Charlotte Schickedanz, her husband Tom Nowaskey, and Jessica Phoenix aboard Freedom GS in Aachen. Photo courtesy of Charlotte

“Abdullah won the Jumping World Cup in Berlin in 1985 and then won team gold at the World Championships in Aachen in 1986, and then Freedom was in Aachen last year as well as a little prep run for the World Games,” she said. “To have a horse back there 40 years later; it gave me goosebumps because we breed these horses, we don’t buy them. People buy horses all the time, look at the money spent, but you can’t buy success. You can try, but since we breed them—this is all from the ground up. It’s a lot of years and a lot of work, so to have two horses in my lifetime represent their country is pretty cool.”

“Freedom was phenomenal,” said Phoenix as she looked back on their year together. “She is such a competitive horse. Last year she really felt strong in her body and so solid in her mind that I could really take the training wheels off and let her go— and she loved it. It was, for sure, one of her top seasons ever, both in the jumper ring and in the eventing ring. To be able to go to Aachen with her was an amazing experience that we will never forget.”

The partnership Phoenix has created with Charlotte and the many horses in her program is not one that she takes for granted.

“I am so grateful that we have been able to work together and produce these incredible horses,” she noted. “I feel really positive about the future with the GS horses. They are creating some of the best horses in the world, and I just feel so fortunate and blessed that they are just 45 minutes from where I live.”

And the feelings are reciprocal.

“I love Jessica,” said Charlotte. “She loves a $10 horse or a $10 million dollar horse. She is just unique in that regard. She will give a horse the benefit of the doubt a million times over. Sometimes I might think I wish she would move on from one, but you know what? That’s what makes her who she is. It’s difficult to find someone like her in our equestrian world, whether it’s jumping, eventing, or dressage. She is very unique, and she has a lot of humility. She always sees the positive, she is a very positive person.”

Charlotte and Jessica now share a special relationship. Photo courtesy of Charlotte

Both Charlotte and Phoenix’s eyes are firmly set on the future.
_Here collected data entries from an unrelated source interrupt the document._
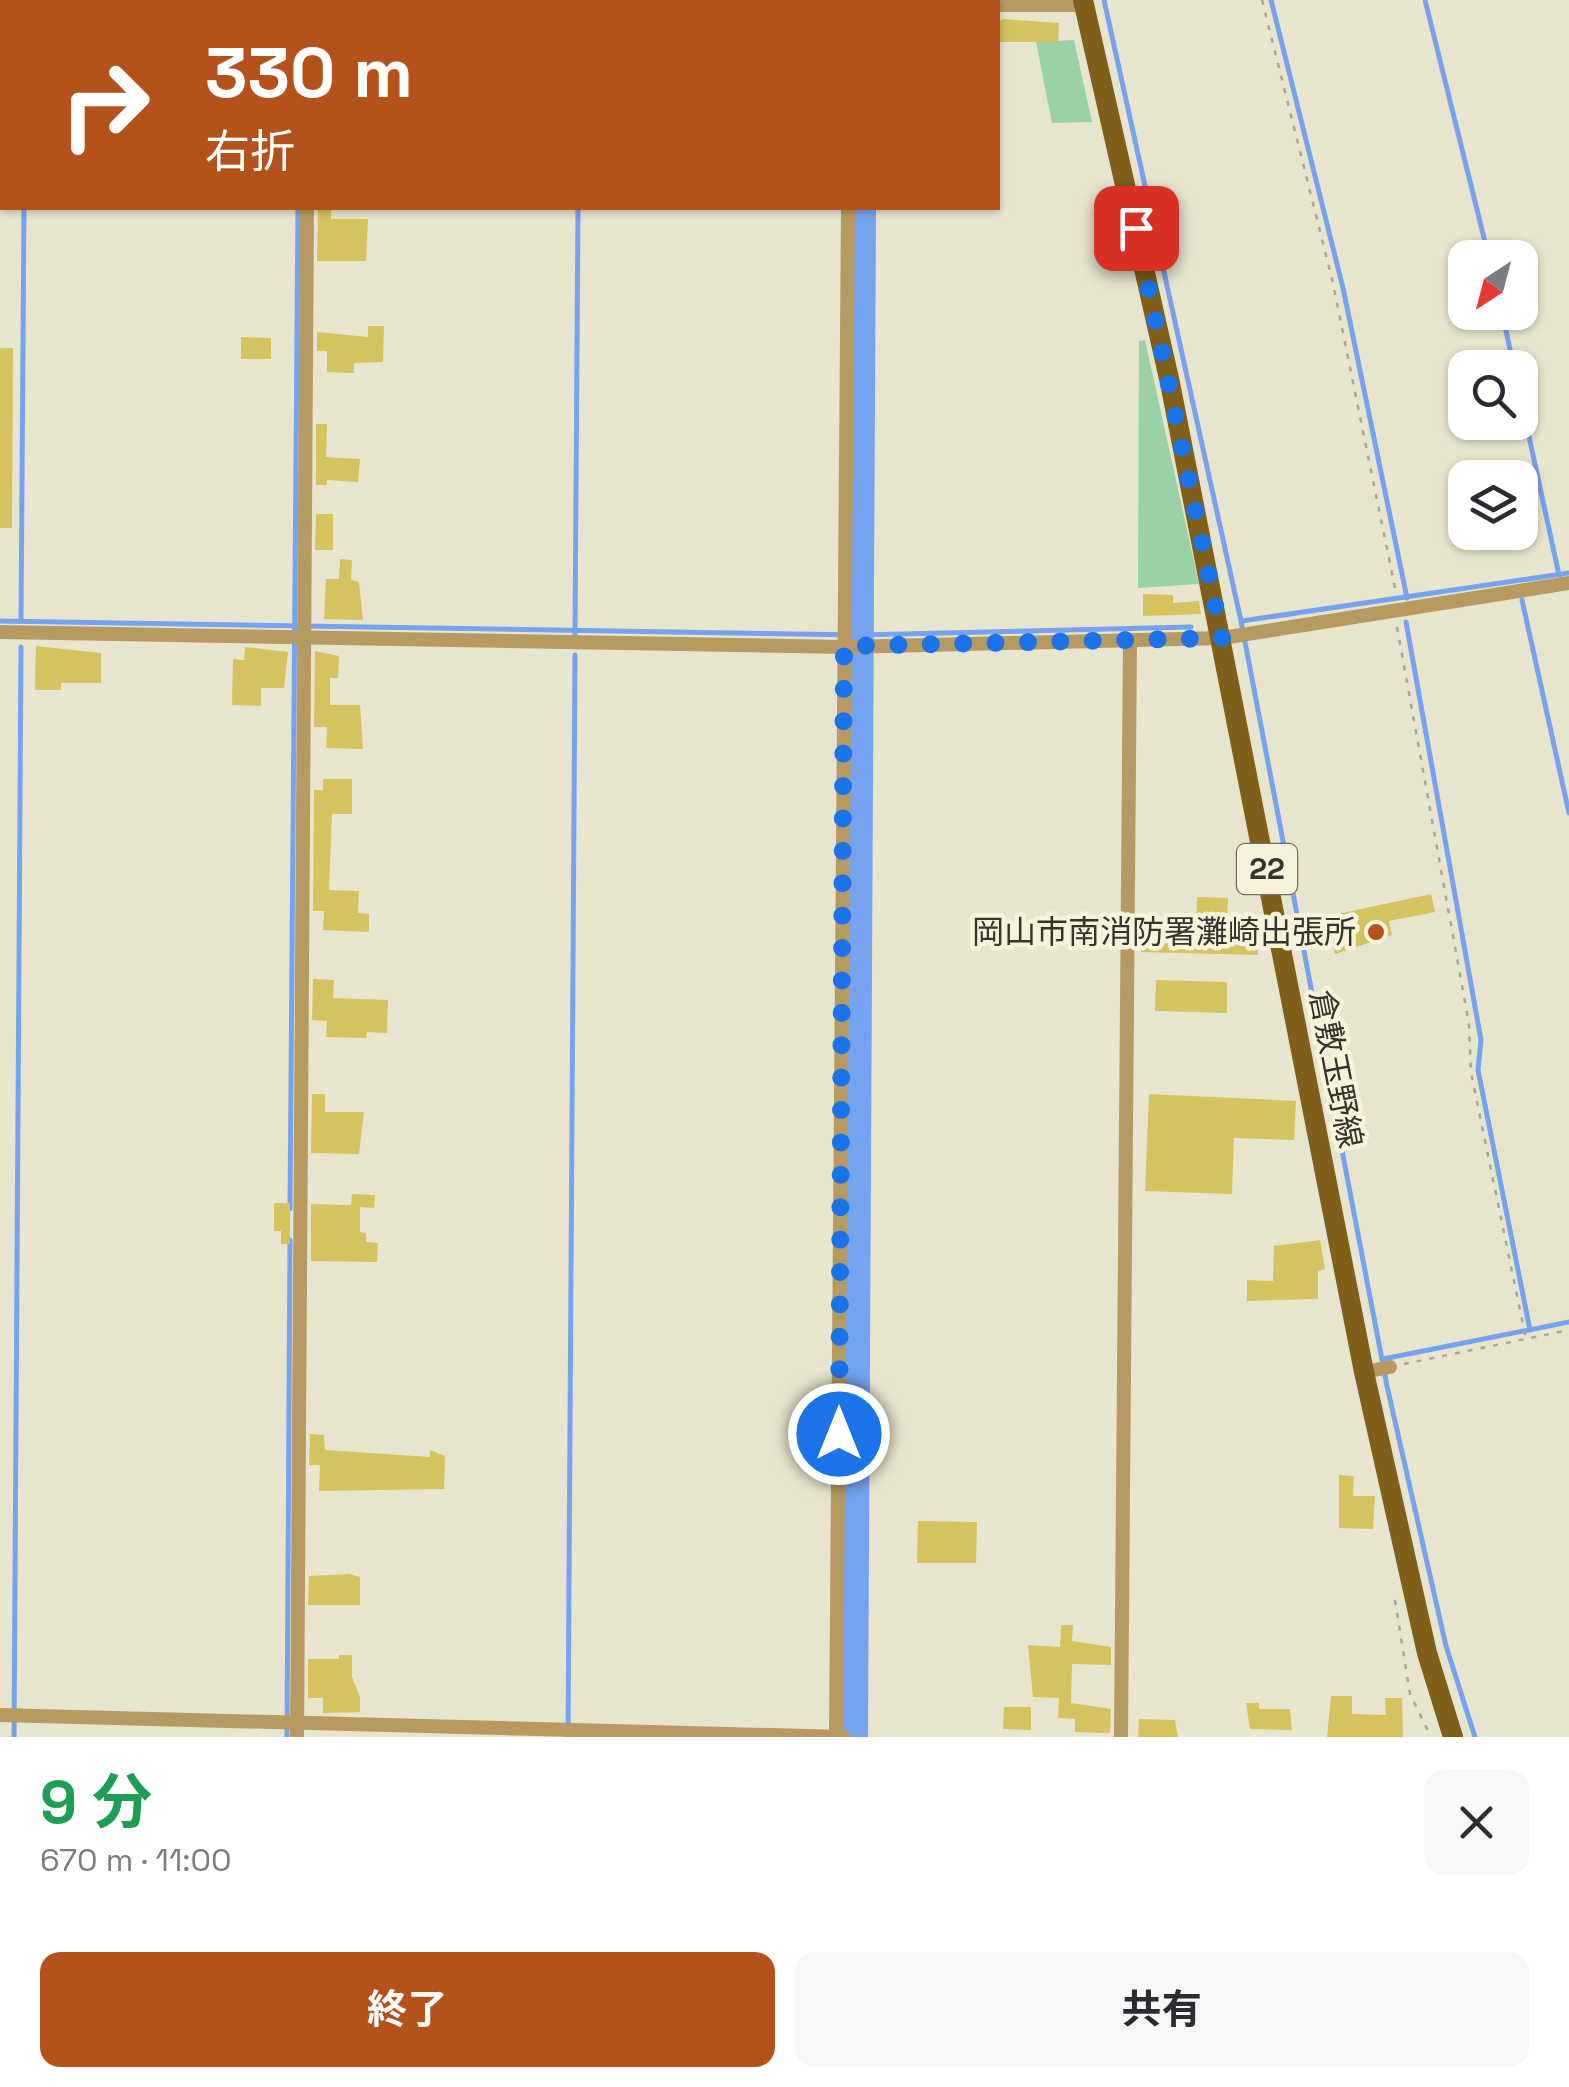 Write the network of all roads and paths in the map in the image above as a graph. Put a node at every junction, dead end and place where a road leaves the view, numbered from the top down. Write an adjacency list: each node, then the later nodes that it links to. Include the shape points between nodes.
1 (1262, 0): 7 (path, via 1332,279)
2 (1084, 3): 3 (street); 10 (main road, 倉敷玉野線 / 22, via 1170,383)
3 (1000, 5)
4 (306, 210): 9 (street)
5 (848, 210): 12 (street)
6 (1569, 582): 7 (street)
7 (1396, 603): 10 (street); 14 (path, via 1469,1024 1471,1073)
8 (0, 632): 9 (street)
9 (299, 633): 12 (street); 18 (street)
10 (1236, 636): 11 (street); 15 (main road, 倉敷玉野線 / 22)
11 (1130, 640): 12 (street, via 871,646); 21 (street)
12 (846, 641): 19 (street)
13 (1569, 1330): 14 (path)
14 (1526, 1337): 15 (path)
15 (1378, 1369): 23 (main road, 倉敷玉野線 / 22, via 1427,1654)
16 (1394, 1596): 22 (path, via 1410,1694)
17 (9, 1715): 18 (street)
18 (292, 1726): 19 (street)
19 (836, 1736): 20 (street)
20 (844, 1737)
21 (1121, 1737)
22 (1431, 1737)
23 (1453, 1737)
They both want to see Freedom earn a spot representing Canada at the LA28 Olympics, which would be a full circle moment for Charlotte as a breeder having one of her horses competing on the Olympic stage at LA for a second time in her lifetime, but Charlotte is also thinking ahead about the next generation to come at GS farms.

“Freedom turns 14 this year, so I said to Jessica that I want to have some of her genetics,” noted Charlotte. “I don’t want to wait, because you never know what can happen, so in March we are working with a company called ViaGen to do ICSI [Intracytoplasmic Sperm Injection] because we do want to have her genetics in the tank. So we will see where the rest of the journey goes.”